** WORK TASK **
Type out every line below exactly as it reads.
-.-.-
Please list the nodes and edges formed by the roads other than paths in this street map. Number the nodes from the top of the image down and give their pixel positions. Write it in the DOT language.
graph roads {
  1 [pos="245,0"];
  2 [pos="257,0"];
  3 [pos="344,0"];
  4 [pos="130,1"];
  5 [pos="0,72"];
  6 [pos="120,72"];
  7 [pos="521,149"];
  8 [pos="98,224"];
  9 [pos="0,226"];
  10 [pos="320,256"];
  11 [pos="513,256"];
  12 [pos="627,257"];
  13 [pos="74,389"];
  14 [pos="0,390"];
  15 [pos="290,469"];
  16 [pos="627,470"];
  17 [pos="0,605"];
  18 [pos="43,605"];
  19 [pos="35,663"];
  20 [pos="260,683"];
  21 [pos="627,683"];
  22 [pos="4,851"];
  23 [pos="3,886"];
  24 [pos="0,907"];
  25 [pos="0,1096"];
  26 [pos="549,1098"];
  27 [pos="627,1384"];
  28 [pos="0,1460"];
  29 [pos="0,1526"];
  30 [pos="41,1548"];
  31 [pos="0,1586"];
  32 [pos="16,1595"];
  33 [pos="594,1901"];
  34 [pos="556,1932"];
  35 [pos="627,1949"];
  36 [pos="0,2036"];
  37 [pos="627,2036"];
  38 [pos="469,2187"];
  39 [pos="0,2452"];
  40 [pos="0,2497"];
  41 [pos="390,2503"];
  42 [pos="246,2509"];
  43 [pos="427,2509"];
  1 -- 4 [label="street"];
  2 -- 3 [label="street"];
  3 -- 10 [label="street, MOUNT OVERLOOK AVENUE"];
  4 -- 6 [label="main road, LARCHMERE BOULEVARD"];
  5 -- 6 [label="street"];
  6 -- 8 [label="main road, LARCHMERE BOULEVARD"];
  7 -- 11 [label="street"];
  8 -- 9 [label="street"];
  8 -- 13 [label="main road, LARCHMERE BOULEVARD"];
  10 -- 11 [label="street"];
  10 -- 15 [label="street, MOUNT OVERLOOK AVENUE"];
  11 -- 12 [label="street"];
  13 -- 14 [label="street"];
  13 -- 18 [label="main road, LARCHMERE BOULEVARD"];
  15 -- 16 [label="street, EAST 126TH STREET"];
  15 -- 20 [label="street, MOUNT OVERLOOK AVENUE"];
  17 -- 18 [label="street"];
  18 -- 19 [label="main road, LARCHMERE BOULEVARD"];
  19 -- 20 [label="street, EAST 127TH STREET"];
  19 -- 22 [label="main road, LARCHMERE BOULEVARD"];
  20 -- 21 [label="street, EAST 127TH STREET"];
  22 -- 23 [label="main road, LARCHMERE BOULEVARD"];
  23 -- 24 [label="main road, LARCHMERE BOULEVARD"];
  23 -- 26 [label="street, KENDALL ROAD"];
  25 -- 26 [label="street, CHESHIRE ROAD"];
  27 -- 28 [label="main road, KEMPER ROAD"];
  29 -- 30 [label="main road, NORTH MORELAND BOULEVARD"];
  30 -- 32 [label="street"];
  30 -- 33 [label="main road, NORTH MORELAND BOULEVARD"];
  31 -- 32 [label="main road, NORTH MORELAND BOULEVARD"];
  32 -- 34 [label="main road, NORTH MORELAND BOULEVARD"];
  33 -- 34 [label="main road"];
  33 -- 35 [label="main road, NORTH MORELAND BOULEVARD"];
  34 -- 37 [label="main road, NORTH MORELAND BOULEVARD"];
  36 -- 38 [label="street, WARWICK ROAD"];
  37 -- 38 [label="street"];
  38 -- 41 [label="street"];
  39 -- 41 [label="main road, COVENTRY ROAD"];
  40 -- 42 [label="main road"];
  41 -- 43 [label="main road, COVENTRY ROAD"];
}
-.-.-
** ANSWER SECTION **
Please list the nodes and edges formed by the roads other than paths in this street map. Number the nodes from the top of the image down and give their pixel positions. Write it in the DOT language.
graph roads {
  1 [pos="245,0"];
  2 [pos="257,0"];
  3 [pos="344,0"];
  4 [pos="130,1"];
  5 [pos="0,72"];
  6 [pos="120,72"];
  7 [pos="521,149"];
  8 [pos="98,224"];
  9 [pos="0,226"];
  10 [pos="320,256"];
  11 [pos="513,256"];
  12 [pos="627,257"];
  13 [pos="74,389"];
  14 [pos="0,390"];
  15 [pos="290,469"];
  16 [pos="627,470"];
  17 [pos="0,605"];
  18 [pos="43,605"];
  19 [pos="35,663"];
  20 [pos="260,683"];
  21 [pos="627,683"];
  22 [pos="4,851"];
  23 [pos="3,886"];
  24 [pos="0,907"];
  25 [pos="0,1096"];
  26 [pos="549,1098"];
  27 [pos="627,1384"];
  28 [pos="0,1460"];
  29 [pos="0,1526"];
  30 [pos="41,1548"];
  31 [pos="0,1586"];
  32 [pos="16,1595"];
  33 [pos="594,1901"];
  34 [pos="556,1932"];
  35 [pos="627,1949"];
  36 [pos="0,2036"];
  37 [pos="627,2036"];
  38 [pos="469,2187"];
  39 [pos="0,2452"];
  40 [pos="0,2497"];
  41 [pos="390,2503"];
  42 [pos="246,2509"];
  43 [pos="427,2509"];
  1 -- 4 [label="street"];
  2 -- 3 [label="street"];
  3 -- 10 [label="street, MOUNT OVERLOOK AVENUE"];
  4 -- 6 [label="main road, LARCHMERE BOULEVARD"];
  5 -- 6 [label="street"];
  6 -- 8 [label="main road, LARCHMERE BOULEVARD"];
  7 -- 11 [label="street"];
  8 -- 9 [label="street"];
  8 -- 13 [label="main road, LARCHMERE BOULEVARD"];
  10 -- 11 [label="street"];
  10 -- 15 [label="street, MOUNT OVERLOOK AVENUE"];
  11 -- 12 [label="street"];
  13 -- 14 [label="street"];
  13 -- 18 [label="main road, LARCHMERE BOULEVARD"];
  15 -- 16 [label="street, EAST 126TH STREET"];
  15 -- 20 [label="street, MOUNT OVERLOOK AVENUE"];
  17 -- 18 [label="street"];
  18 -- 19 [label="main road, LARCHMERE BOULEVARD"];
  19 -- 20 [label="street, EAST 127TH STREET"];
  19 -- 22 [label="main road, LARCHMERE BOULEVARD"];
  20 -- 21 [label="street, EAST 127TH STREET"];
  22 -- 23 [label="main road, LARCHMERE BOULEVARD"];
  23 -- 24 [label="main road, LARCHMERE BOULEVARD"];
  23 -- 26 [label="street, KENDALL ROAD"];
  25 -- 26 [label="street, CHESHIRE ROAD"];
  27 -- 28 [label="main road, KEMPER ROAD"];
  29 -- 30 [label="main road, NORTH MORELAND BOULEVARD"];
  30 -- 32 [label="street"];
  30 -- 33 [label="main road, NORTH MORELAND BOULEVARD"];
  31 -- 32 [label="main road, NORTH MORELAND BOULEVARD"];
  32 -- 34 [label="main road, NORTH MORELAND BOULEVARD"];
  33 -- 34 [label="main road"];
  33 -- 35 [label="main road, NORTH MORELAND BOULEVARD"];
  34 -- 37 [label="main road, NORTH MORELAND BOULEVARD"];
  36 -- 38 [label="street, WARWICK ROAD"];
  37 -- 38 [label="street"];
  38 -- 41 [label="street"];
  39 -- 41 [label="main road, COVENTRY ROAD"];
  40 -- 42 [label="main road"];
  41 -- 43 [label="main road, COVENTRY ROAD"];
}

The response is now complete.